Le bolide démarre en trombe sous la pluie, sur les pistes d'essais du centre de recherche de Michelin à Ladoux, à quelques kilomètres de Clermont-Ferrand. Non seulement la voiture de compétition fonctionne à l'hydrogène, mais elle est équipée d'un pneu de démonstration tout à fait remarquable : il est composé à 46 % de matériaux « durables », c'est-à-dire naturels ou biosourcés. « Je ne ressens aucune différence par rapport à un pneu classique », affirme le pilote du prototype baptisé « Mission H24 ».

Michelin s'est lancé dans la course au pneu vert. Comme la plupart des grands groupes industriels, le manufacturier veut réduire l'impact de ses opérations sur l'environnement, visant même un taux de 100 % de matériaux durables dans ses pneus à l'horizon 2050. « Nous n'avons pas le choix vis-à-vis de la société. Et demain, nos clients l'exigeront et nous demanderont des comptes ! » insiste Florent Menegaux, le président du groupe.

Potentiel d'innovation

Le manufacturier en est pourtant encore loin : il estime ce taux à 28 % aujourd'hui, essentiellement grâce à la présence de caoutchouc naturel qui, à lui seul, représente 24 % de la composition des pneus. Mais il a engagé toute une série d'actions qui devraient lui permettre de monter à 40 % en 2030, en redoublant d'effort sur son budget de recherche et développement (environ 1 milliard par an aujourd'hui). « Nous avons décidé d'augmenter nos dépenses dans ce domaine, confirme Florent Menegaux, sans toutefois donner de chiffre. Il y a encore un potentiel d'innovation incroyable dans cet objet noir et rond, dont on oublie souvent l'existence… »

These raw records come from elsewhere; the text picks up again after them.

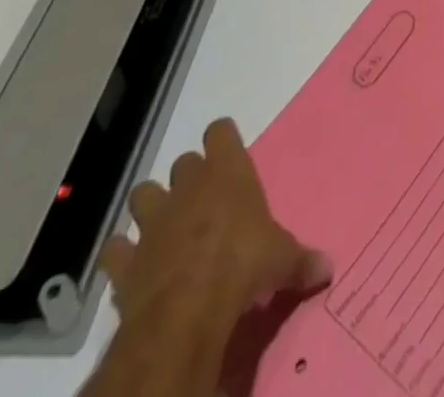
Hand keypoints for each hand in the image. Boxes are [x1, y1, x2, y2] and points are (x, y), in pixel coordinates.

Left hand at [100, 118, 330, 327]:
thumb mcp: (282, 259)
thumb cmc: (244, 264)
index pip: (220, 131)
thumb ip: (301, 259)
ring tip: (163, 225)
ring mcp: (152, 221)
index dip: (222, 140)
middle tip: (202, 199)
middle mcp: (188, 186)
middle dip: (189, 177)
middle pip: (183, 162)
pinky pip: (115, 248)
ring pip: (142, 194)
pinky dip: (121, 254)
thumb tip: (328, 266)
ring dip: (150, 206)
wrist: (187, 311)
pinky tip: (133, 264)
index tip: (228, 152)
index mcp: (228, 172)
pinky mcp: (125, 261)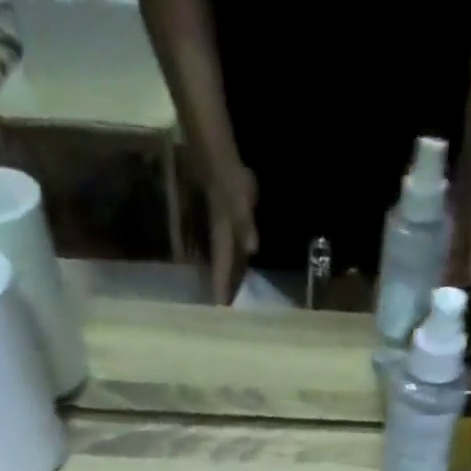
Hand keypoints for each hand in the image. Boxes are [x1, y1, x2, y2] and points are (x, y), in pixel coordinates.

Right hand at [204, 159, 257, 304]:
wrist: (219, 159)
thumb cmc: (229, 181)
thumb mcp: (241, 203)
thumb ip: (246, 225)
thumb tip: (252, 248)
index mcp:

Pour autant, ces objectifs sont particulièrement ambitieux. « Un pneu est un composite flexible très complexe, fabriqué à partir de 200 composants différents », rappelle Eric Vinesse, le directeur de la R&D de Michelin. Il contient aussi du caoutchouc synthétique (aujourd'hui 20 %), du noir de carbone et de la silice (20 %), des additifs (14 %), des textiles, du métal… Or nombre de ces matériauxsont issus de produits pétroliersou de procédés fortement émetteurs de CO².

Michelin a déjà lancé des chantiers pour trouver des alternatives à plusieurs d'entre eux. Le plus souvent en s'associant avec des partenaires, acteurs établis ou start-up innovantes. Le manufacturier est ainsi engagé dans un projet avec l'IFPEN et Axens, visant à « biosourcer » le butadiène entrant dans la composition du caoutchouc synthétique.

Il s'agit de produire ce butadiène à partir d'éthanol extrait de la fermentation de déchets de biomasse : les trois sociétés viennent d'achever la construction d'un démonstrateur industriel sur le site de Michelin à Bassens (Gironde), appelé à produire 20 tonnes de butadiène par an - encore loin certes des 100.000 tonnes annuelles envisagées. Baptisé « Biobutterfly », ce projet, qui représente un investissement de 70 millions entre 2021 et 2023, a bénéficié d'un financement de l'Ademe de 15 millions.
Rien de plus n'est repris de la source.